The Peripheral is the first in William Gibson's latest trilogy. Two viewpoints, one in near future rural US and the other in London 70 years after, and is a return to the noirish sensibilities of The Sprawl books. Flynne is a working class woman working on a 3D printer, and Wilf lives in her future where inequality has run so amok that there aren't many people left apart from the 1%. But is it really her future? Is it real at all? I enjoyed Neuromancer after last year's re-read, which I followed with Count Zero. Gibson is also another bucket list author, so will get round to this eventually!

Fantasy again. I read all four books in Jack Vance's Dying Earth science fantasy sequence a couple of years back, and especially enjoyed the middle two Cugel books. But the thing you take from them is the soupy, languid texture of an Earth sluggishly dragging itself through the end of its days. In Lyonesse, Vance's effort at a King Arthur-linked fantasy series, I'll be interested if this sensibility translates. It's high fantasy stuff with princesses and princes, star crossed lovers, and a load of intrigue and magic. I understand Merlin features, because of course he does. Lyonesse appears well thought of, so if I like this I'll pick up the other two.

Speaking of the dying Earth, NK Jemisin's Broken Earth trilogy tap dances on Vance's toes. The Stone Sky is the third book in the sequence, and I can't say much because I don't own the second and haven't read the first. All I know is it's the far future, technology and magic are indistinguishable, and the Earth is shaking itself to bits through a plague of devastating earthquakes. What gives? Each book in Jemisin's sequence are highly rated and collected an embarrassment of awards, so this series won't stay at the bottom of the tbr pile forever.

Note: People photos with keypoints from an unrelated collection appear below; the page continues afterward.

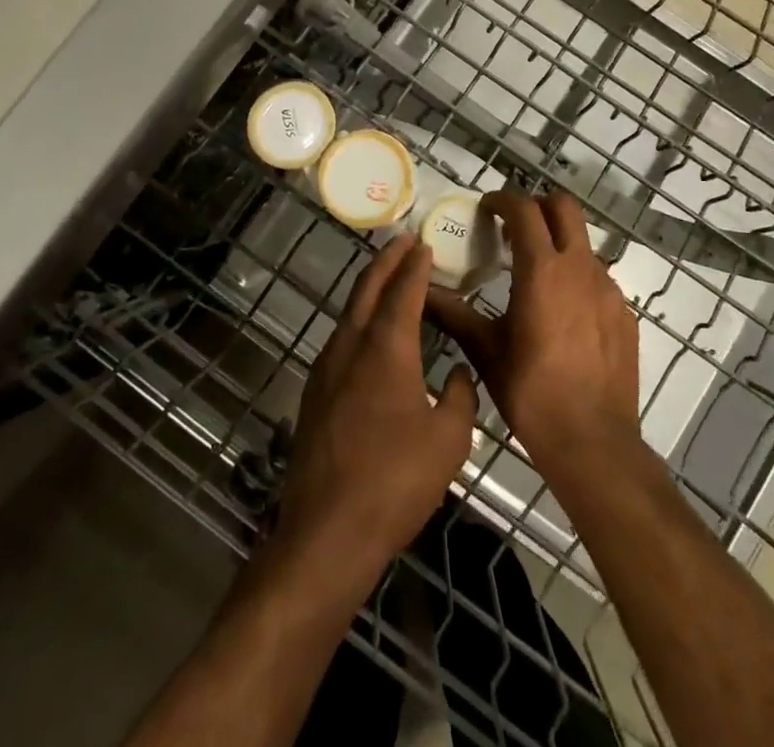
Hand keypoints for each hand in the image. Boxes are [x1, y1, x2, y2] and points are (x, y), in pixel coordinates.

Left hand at [276, 235, 477, 593]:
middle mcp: (351, 346)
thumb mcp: (448, 440)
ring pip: (349, 312)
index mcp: (386, 348)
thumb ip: (458, 397)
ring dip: (369, 288)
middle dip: (386, 261)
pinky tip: (369, 333)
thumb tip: (455, 373)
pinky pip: (341, 338)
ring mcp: (327, 368)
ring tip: (388, 278)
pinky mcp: (315, 393)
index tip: (423, 243)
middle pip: (367, 289)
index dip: (415, 265)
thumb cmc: (395, 481)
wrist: (327, 532)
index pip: (403, 291)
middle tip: (402, 240)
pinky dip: (358, 319)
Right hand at [425, 190, 641, 484]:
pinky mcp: (625, 313)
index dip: (502, 199)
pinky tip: (563, 313)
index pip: (524, 210)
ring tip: (535, 274)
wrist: (593, 442)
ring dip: (558, 244)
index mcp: (542, 270)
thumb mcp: (486, 351)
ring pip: (583, 244)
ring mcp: (609, 290)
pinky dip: (577, 279)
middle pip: (564, 207)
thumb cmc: (532, 393)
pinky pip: (599, 279)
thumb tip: (422, 292)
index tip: (486, 207)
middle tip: (514, 227)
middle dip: (538, 205)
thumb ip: (454, 314)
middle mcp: (580, 268)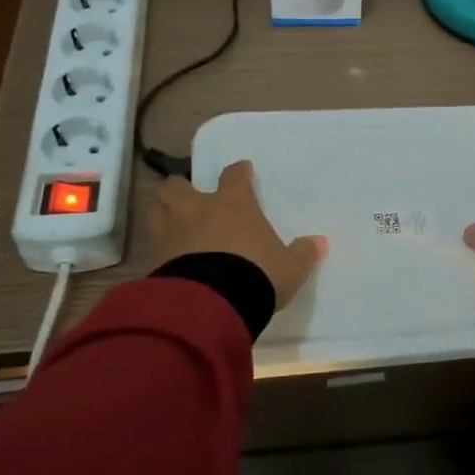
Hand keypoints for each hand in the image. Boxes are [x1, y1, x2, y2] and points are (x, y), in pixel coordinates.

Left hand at [154, 161, 326, 308]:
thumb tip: (320, 243)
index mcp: (232, 204)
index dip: (239, 172)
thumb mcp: (289, 268)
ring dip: (165, 214)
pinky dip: (161, 248)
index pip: (234, 176)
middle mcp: (197, 210)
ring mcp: (171, 233)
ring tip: (174, 225)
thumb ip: (302, 254)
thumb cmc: (256, 274)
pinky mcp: (154, 259)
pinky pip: (155, 245)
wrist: (212, 304)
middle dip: (183, 188)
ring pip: (158, 210)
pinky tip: (170, 259)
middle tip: (191, 198)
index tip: (242, 171)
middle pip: (179, 186)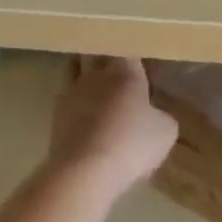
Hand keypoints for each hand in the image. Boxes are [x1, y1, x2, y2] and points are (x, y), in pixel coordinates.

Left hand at [47, 56, 177, 198]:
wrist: (85, 171)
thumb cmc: (132, 144)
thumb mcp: (166, 131)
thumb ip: (160, 115)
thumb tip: (152, 115)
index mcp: (125, 72)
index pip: (128, 49)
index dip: (134, 52)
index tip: (141, 59)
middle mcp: (95, 75)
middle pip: (94, 52)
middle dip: (103, 55)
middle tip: (115, 64)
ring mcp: (71, 94)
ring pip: (73, 70)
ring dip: (82, 71)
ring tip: (95, 83)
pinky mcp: (55, 117)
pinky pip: (67, 99)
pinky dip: (76, 102)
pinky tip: (85, 114)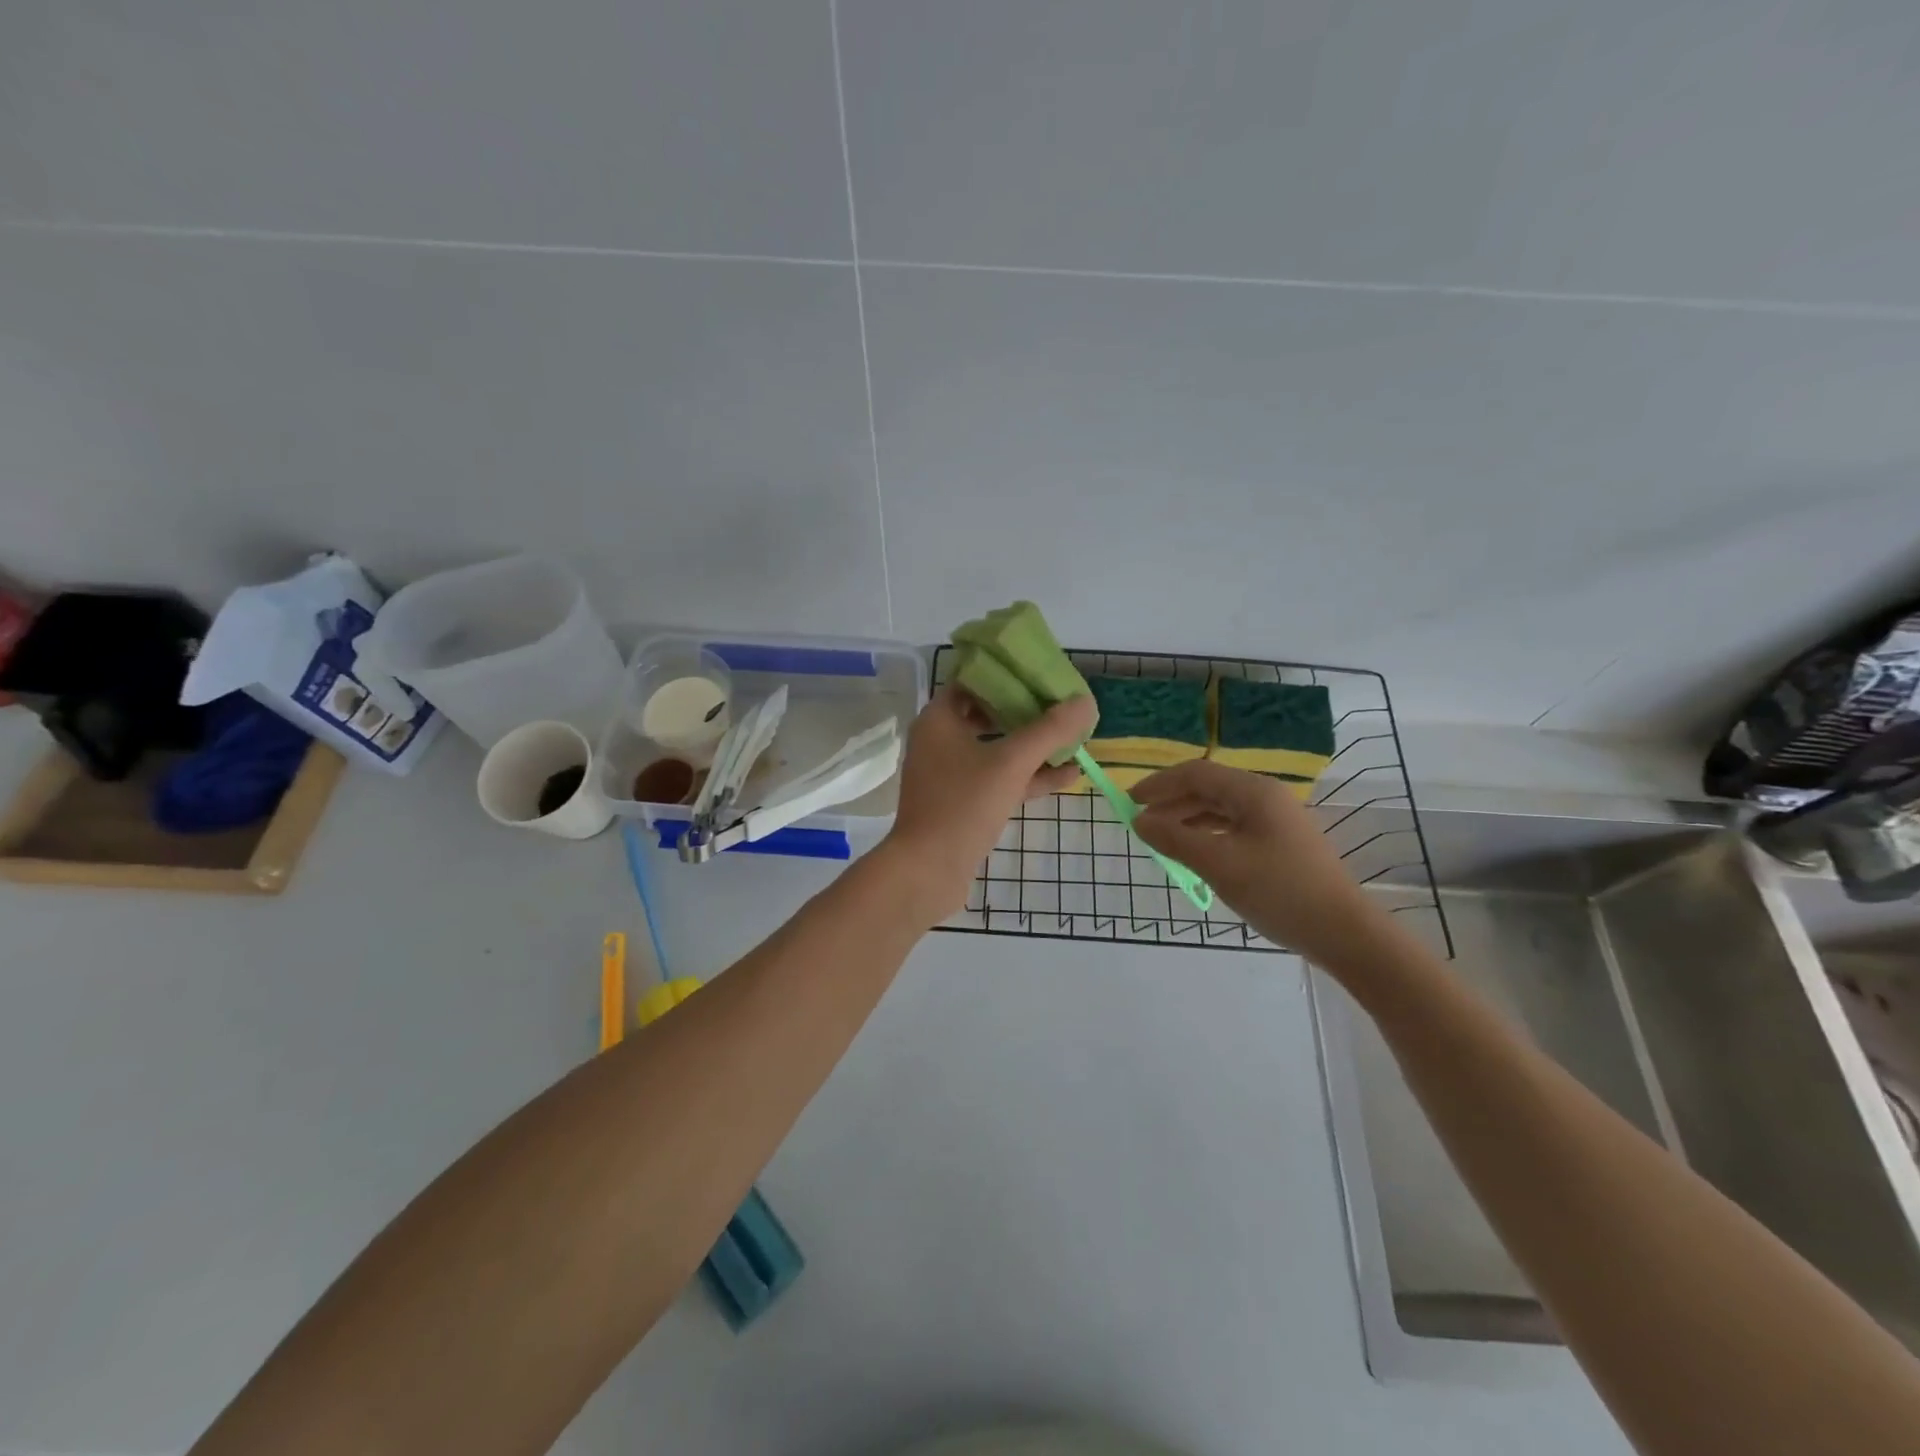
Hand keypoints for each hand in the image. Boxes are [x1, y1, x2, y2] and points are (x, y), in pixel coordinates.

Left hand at [883, 686, 1097, 921]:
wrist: (927, 871)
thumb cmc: (963, 805)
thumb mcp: (1011, 763)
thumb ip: (1049, 731)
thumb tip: (1086, 702)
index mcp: (939, 719)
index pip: (974, 681)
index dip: (1009, 675)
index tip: (1043, 675)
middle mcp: (941, 740)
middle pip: (988, 714)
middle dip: (1028, 712)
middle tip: (1064, 705)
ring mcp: (951, 774)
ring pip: (997, 749)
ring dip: (1033, 746)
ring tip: (1074, 738)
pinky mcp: (962, 802)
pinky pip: (999, 779)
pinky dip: (1028, 776)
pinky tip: (1068, 776)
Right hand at [1132, 760, 1384, 962]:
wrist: (1343, 932)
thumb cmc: (1278, 891)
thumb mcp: (1219, 864)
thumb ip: (1175, 838)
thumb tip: (1139, 820)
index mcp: (1253, 792)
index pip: (1196, 773)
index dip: (1159, 784)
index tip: (1129, 801)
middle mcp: (1266, 797)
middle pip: (1209, 788)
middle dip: (1171, 802)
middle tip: (1141, 823)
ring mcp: (1277, 820)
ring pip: (1221, 808)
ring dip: (1188, 818)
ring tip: (1161, 839)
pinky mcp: (1281, 843)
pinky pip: (1235, 827)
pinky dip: (1208, 834)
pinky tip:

And lastly, there's Hugh Howey's Wool. Now a TV series, the remnants of humanity are ekeing out a bleak existence living inside a missile silo. This protects them from the dangerous radiation outside. Life isn't great, and there's little sense of what it was like before the apocalypse came. Anyone who expresses curiosity or a desire to go outside are duly obliged. They're expected to clean the external sensors, even though it means certain death. It's very much a YA piece, and I read the graphic novel adaptation ages ago and don't remember being that impressed. But this was practically being given away and so it's here.

Since getting these, I've also grabbed several more piles of books. We'll look at them when the mood takes me.

Have you picked up anything interesting lately?